__PROMPT__. Copy every record that follows, word for word.

(Stored items)
+---+

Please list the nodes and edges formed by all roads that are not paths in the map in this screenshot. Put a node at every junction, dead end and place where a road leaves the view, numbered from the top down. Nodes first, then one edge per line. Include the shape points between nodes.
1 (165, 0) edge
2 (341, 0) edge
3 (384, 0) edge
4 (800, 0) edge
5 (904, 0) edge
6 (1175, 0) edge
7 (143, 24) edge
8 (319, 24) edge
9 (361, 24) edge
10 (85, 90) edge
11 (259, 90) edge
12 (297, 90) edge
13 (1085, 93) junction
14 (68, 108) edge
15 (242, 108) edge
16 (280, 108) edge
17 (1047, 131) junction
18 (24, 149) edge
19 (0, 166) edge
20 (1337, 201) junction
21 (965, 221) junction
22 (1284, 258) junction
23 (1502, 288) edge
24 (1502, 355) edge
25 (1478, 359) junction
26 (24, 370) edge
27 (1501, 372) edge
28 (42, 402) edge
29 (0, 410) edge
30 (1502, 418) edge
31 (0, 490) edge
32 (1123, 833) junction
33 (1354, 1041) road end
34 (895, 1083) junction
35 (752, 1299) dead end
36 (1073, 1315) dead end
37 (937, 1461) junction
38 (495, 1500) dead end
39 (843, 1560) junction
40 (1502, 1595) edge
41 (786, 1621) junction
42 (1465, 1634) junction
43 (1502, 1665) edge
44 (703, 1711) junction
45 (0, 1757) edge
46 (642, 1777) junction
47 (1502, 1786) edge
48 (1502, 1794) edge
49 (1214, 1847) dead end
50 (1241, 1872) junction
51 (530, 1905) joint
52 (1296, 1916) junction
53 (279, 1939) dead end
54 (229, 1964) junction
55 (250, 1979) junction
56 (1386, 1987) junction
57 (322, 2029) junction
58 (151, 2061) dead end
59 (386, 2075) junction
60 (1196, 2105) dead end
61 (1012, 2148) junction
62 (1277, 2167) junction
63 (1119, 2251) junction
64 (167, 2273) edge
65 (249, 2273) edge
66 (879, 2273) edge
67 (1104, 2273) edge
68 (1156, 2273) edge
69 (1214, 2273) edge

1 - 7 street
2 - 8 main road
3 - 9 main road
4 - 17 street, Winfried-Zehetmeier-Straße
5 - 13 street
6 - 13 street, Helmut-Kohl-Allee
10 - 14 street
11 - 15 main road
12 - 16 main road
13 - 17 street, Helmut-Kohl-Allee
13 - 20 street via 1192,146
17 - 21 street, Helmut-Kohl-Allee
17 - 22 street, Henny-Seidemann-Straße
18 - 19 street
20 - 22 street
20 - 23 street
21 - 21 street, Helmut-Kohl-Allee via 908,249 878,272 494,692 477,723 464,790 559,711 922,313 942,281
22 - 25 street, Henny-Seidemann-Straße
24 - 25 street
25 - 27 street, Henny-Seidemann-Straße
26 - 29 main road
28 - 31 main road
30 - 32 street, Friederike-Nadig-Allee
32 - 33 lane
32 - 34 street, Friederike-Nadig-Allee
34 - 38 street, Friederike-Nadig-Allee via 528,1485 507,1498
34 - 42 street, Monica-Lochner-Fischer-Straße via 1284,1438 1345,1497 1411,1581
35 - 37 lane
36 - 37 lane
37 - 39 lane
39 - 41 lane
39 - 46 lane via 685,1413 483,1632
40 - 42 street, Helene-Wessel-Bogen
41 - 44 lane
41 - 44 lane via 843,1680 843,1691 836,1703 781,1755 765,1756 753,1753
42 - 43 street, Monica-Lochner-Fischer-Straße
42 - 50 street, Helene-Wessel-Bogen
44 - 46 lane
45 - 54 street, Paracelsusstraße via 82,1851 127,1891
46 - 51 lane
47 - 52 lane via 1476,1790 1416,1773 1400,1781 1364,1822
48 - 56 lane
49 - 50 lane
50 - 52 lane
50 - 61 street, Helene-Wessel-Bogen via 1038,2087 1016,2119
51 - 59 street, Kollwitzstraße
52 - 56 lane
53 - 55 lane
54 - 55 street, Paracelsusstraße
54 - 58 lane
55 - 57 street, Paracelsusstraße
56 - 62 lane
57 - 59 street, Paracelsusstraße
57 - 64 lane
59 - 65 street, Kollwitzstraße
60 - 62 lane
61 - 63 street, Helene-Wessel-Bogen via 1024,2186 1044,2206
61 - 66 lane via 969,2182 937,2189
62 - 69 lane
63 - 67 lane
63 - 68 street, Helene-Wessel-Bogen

+---+

__TASK ANSWER__.
Please list the nodes and edges formed by all roads that are not paths in the map in this screenshot. Put a node at every junction, dead end and place where a road leaves the view, numbered from the top down. Nodes first, then one edge per line. Include the shape points between nodes.
1 (165, 0) edge
2 (341, 0) edge
3 (384, 0) edge
4 (800, 0) edge
5 (904, 0) edge
6 (1175, 0) edge
7 (143, 24) edge
8 (319, 24) edge
9 (361, 24) edge
10 (85, 90) edge
11 (259, 90) edge
12 (297, 90) edge
13 (1085, 93) junction
14 (68, 108) edge
15 (242, 108) edge
16 (280, 108) edge
17 (1047, 131) junction
18 (24, 149) edge
19 (0, 166) edge
20 (1337, 201) junction
21 (965, 221) junction
22 (1284, 258) junction
23 (1502, 288) edge
24 (1502, 355) edge
25 (1478, 359) junction
26 (24, 370) edge
27 (1501, 372) edge
28 (42, 402) edge
29 (0, 410) edge
30 (1502, 418) edge
31 (0, 490) edge
32 (1123, 833) junction
33 (1354, 1041) road end
34 (895, 1083) junction
35 (752, 1299) dead end
36 (1073, 1315) dead end
37 (937, 1461) junction
38 (495, 1500) dead end
39 (843, 1560) junction
40 (1502, 1595) edge
41 (786, 1621) junction
42 (1465, 1634) junction
43 (1502, 1665) edge
44 (703, 1711) junction
45 (0, 1757) edge
46 (642, 1777) junction
47 (1502, 1786) edge
48 (1502, 1794) edge
49 (1214, 1847) dead end
50 (1241, 1872) junction
51 (530, 1905) joint
52 (1296, 1916) junction
53 (279, 1939) dead end
54 (229, 1964) junction
55 (250, 1979) junction
56 (1386, 1987) junction
57 (322, 2029) junction
58 (151, 2061) dead end
59 (386, 2075) junction
60 (1196, 2105) dead end
61 (1012, 2148) junction
62 (1277, 2167) junction
63 (1119, 2251) junction
64 (167, 2273) edge
65 (249, 2273) edge
66 (879, 2273) edge
67 (1104, 2273) edge
68 (1156, 2273) edge
69 (1214, 2273) edge

1 - 7 street
2 - 8 main road
3 - 9 main road
4 - 17 street, Winfried-Zehetmeier-Straße
5 - 13 street
6 - 13 street, Helmut-Kohl-Allee
10 - 14 street
11 - 15 main road
12 - 16 main road
13 - 17 street, Helmut-Kohl-Allee
13 - 20 street via 1192,146
17 - 21 street, Helmut-Kohl-Allee
17 - 22 street, Henny-Seidemann-Straße
18 - 19 street
20 - 22 street
20 - 23 street
21 - 21 street, Helmut-Kohl-Allee via 908,249 878,272 494,692 477,723 464,790 559,711 922,313 942,281
22 - 25 street, Henny-Seidemann-Straße
24 - 25 street
25 - 27 street, Henny-Seidemann-Straße
26 - 29 main road
28 - 31 main road
30 - 32 street, Friederike-Nadig-Allee
32 - 33 lane
32 - 34 street, Friederike-Nadig-Allee
34 - 38 street, Friederike-Nadig-Allee via 528,1485 507,1498
34 - 42 street, Monica-Lochner-Fischer-Straße via 1284,1438 1345,1497 1411,1581
35 - 37 lane
36 - 37 lane
37 - 39 lane
39 - 41 lane
39 - 46 lane via 685,1413 483,1632
40 - 42 street, Helene-Wessel-Bogen
41 - 44 lane
41 - 44 lane via 843,1680 843,1691 836,1703 781,1755 765,1756 753,1753
42 - 43 street, Monica-Lochner-Fischer-Straße
42 - 50 street, Helene-Wessel-Bogen
44 - 46 lane
45 - 54 street, Paracelsusstraße via 82,1851 127,1891
46 - 51 lane
47 - 52 lane via 1476,1790 1416,1773 1400,1781 1364,1822
48 - 56 lane
49 - 50 lane
50 - 52 lane
50 - 61 street, Helene-Wessel-Bogen via 1038,2087 1016,2119
51 - 59 street, Kollwitzstraße
52 - 56 lane
53 - 55 lane
54 - 55 street, Paracelsusstraße
54 - 58 lane
55 - 57 street, Paracelsusstraße
56 - 62 lane
57 - 59 street, Paracelsusstraße
57 - 64 lane
59 - 65 street, Kollwitzstraße
60 - 62 lane
61 - 63 street, Helene-Wessel-Bogen via 1024,2186 1044,2206
61 - 66 lane via 969,2182 937,2189
62 - 69 lane
63 - 67 lane
63 - 68 street, Helene-Wessel-Bogen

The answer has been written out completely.